24 February 2014, 13:45


When I was coming through the ranks I was made to understand that our educational fraternity is divided into three main categories viz. Elementary, Catechumen and Superior. Just like the Parliament, a highest legislature consisting of; House of Commons, House of Lords and the Sovereign. I was also made to believe that tertiary education was the most superior and that is why the Kindergartens use gowns at the end of the term, used as an inspiration for the kids to achieve more by emulating their superlative brothers and sisters, university graduates, cool.

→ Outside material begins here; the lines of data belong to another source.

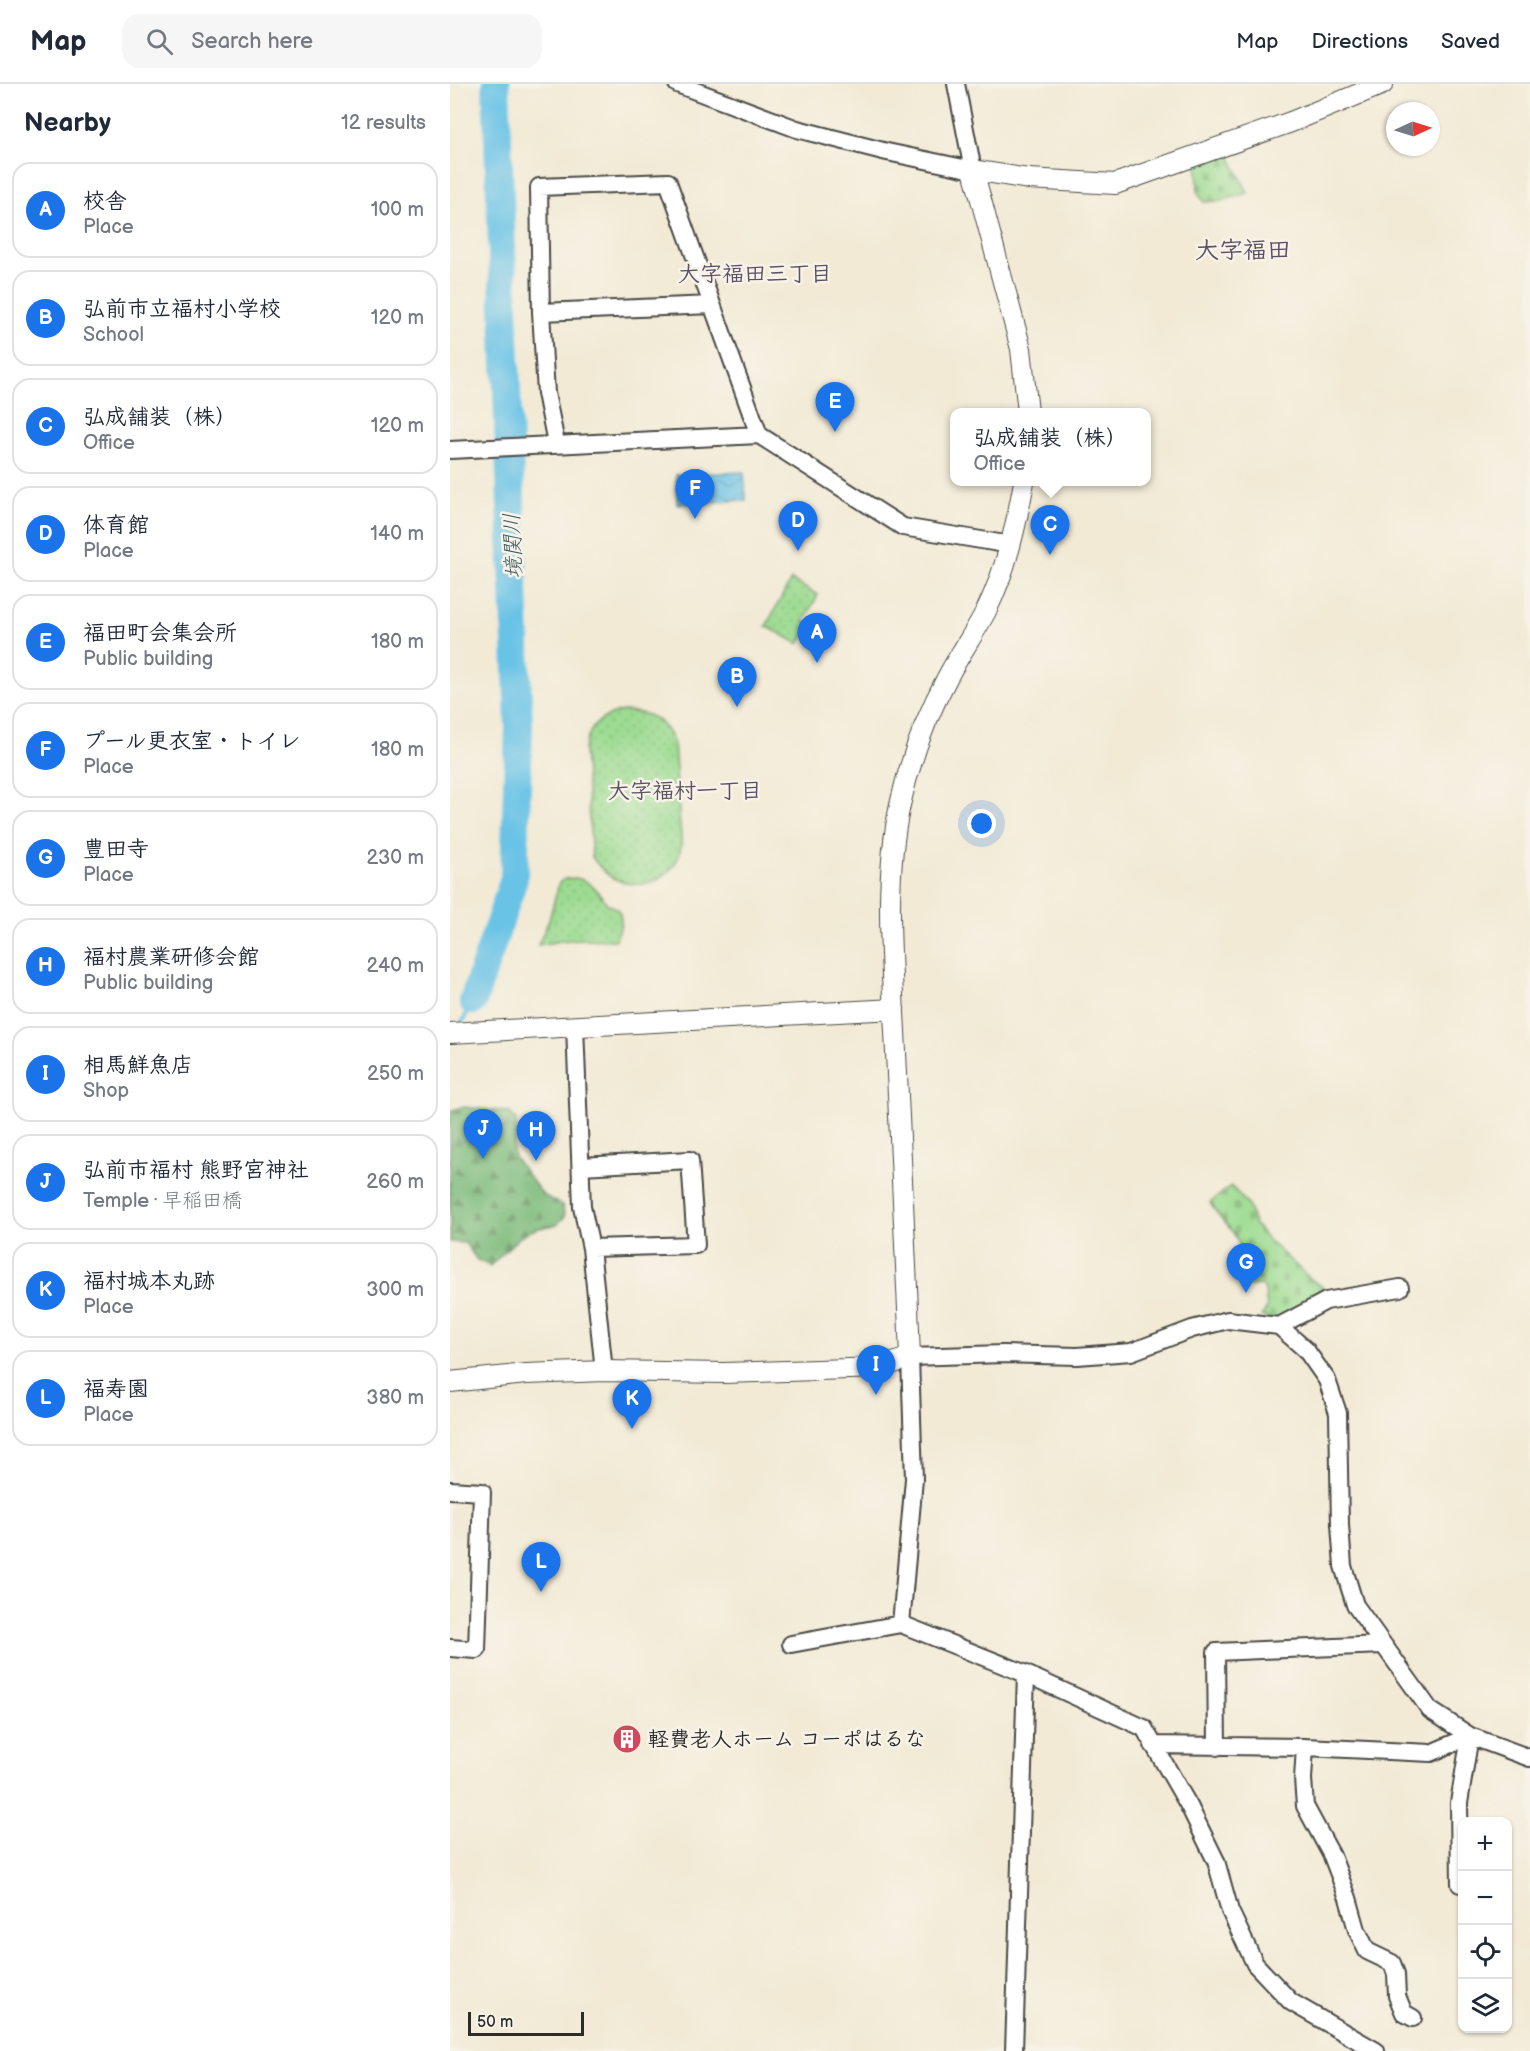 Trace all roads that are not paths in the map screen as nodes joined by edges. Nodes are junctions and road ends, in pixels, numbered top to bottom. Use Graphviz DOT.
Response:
graph roads {
  1 [pos="677,84"];
  2 [pos="956,84"];
  3 [pos="1376,85"];
  4 [pos="972,170"];
  5 [pos="712,305"];
  6 [pos="541,312"];
  7 [pos="1028,408"];
  8 [pos="759,435"];
  9 [pos="556,443"];
  10 [pos="450,450"];
  11 [pos="1023,486"];
  12 [pos="1011,545"];
  13 [pos="894,1009"];
  14 [pos="575,1026"];
  15 [pos="450,1033"];
  16 [pos="581,1166"];
  17 [pos="591,1248"];
  18 [pos="1400,1288"];
  19 [pos="1279,1326"];
  20 [pos="910,1357"];
  21 [pos="604,1371"];
  22 [pos="450,1382"];
  23 [pos="450,1490"];
  24 [pos="901,1624"];
  25 [pos="791,1644"];
  26 [pos="1383,1645"];
  27 [pos="450,1648"];
  28 [pos="1026,1674"];
  29 [pos="1470,1736"];
  30 [pos="1153,1745"];
  31 [pos="1218,1747"];
  32 [pos="1305,1747"];
  33 [pos="1530,1758"];
  34 [pos="1460,1871"];
  35 [pos="1413,2018"];
  36 [pos="1014,2051"];
  37 [pos="1376,2051"];
  1 -- 4 [label="street"];
  2 -- 4 [label="street"];
  3 -- 4 [label="street"];
  4 -- 7 [label="street"];
  5 -- 6 [label="street"];
  5 -- 6 [label="street"];
  5 -- 8 [label="street"];
  6 -- 9 [label="street"];
  8 -- 9 [label="street"];
  8 -- 12 [label="street"];
  9 -- 10 [label="street"];
  11 -- 12 [label="street"];
  12 -- 13 [label="street"];
  13 -- 14 [label="street"];
  13 -- 20 [label="street"];
  14 -- 15 [label="street"];
  14 -- 16 [label="street"];
  16 -- 17 [label="street"];
  16 -- 17 [label="street"];
  17 -- 21 [label="street"];
  18 -- 19 [label="street"];
  19 -- 20 [label="street"];
  19 -- 26 [label="street"];
  20 -- 21 [label="street"];
  20 -- 24 [label="street"];
  21 -- 22 [label="street"];
  23 -- 27 [label="street"];
  24 -- 25 [label="street"];
  24 -- 28 [label="street"];
  26 -- 29 [label="street"];
  26 -- 31 [label="street"];
  28 -- 30 [label="street"];
  28 -- 36 [label="street"];
  29 -- 32 [label="street"];
  29 -- 33 [label="street"];
  29 -- 34 [label="street"];
  30 -- 31 [label="street"];
  30 -- 37 [label="street"];
  31 -- 32 [label="street"];
  32 -- 35 [label="street"];
}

At school I did Fundamental Pedagogics and Practical Didactics taught by Prof. Endemann before I was misguided and worked for a big company as one of the people on the floor, a blue-collar and machine operator. One day one of the most expensive machines just gave in and malfunctioned, a compressing unit that costs about a million rand. In the morning, the work-place was flooded and congested with Technicians and amplified by the arrival of a group of Engineers in white helmets, white dust and overcoats with pockets lined up with clusters of coloured writing pens that frequented the papers on their log sheets, compiling data in a process that looked nit-picking. It looked like a real emergency on a mission hunting for problems and solutions at the same time. They were going up, down and sideways of the machine in celerity and after a few hours I overhead their project leader saying; ‘Die compressor is ‘ISM’ meaning it is dead and there was nothing they could do to rehabilitate it except to send it back to its manufacture, to Mitsu Engineering in Japan. He also said; ‘You see, once you open a Japanese machine it’s no longer theirs, it’s yours’. Three days over the line, a big, long truck, a gargantuan mobile crane and a juggernaut arrived and the machine was hauled and whisked away. I then remembered the dismal words of the engineers project leader saying ‘die compressor is in sy moer’. I was left in a compunction and void state.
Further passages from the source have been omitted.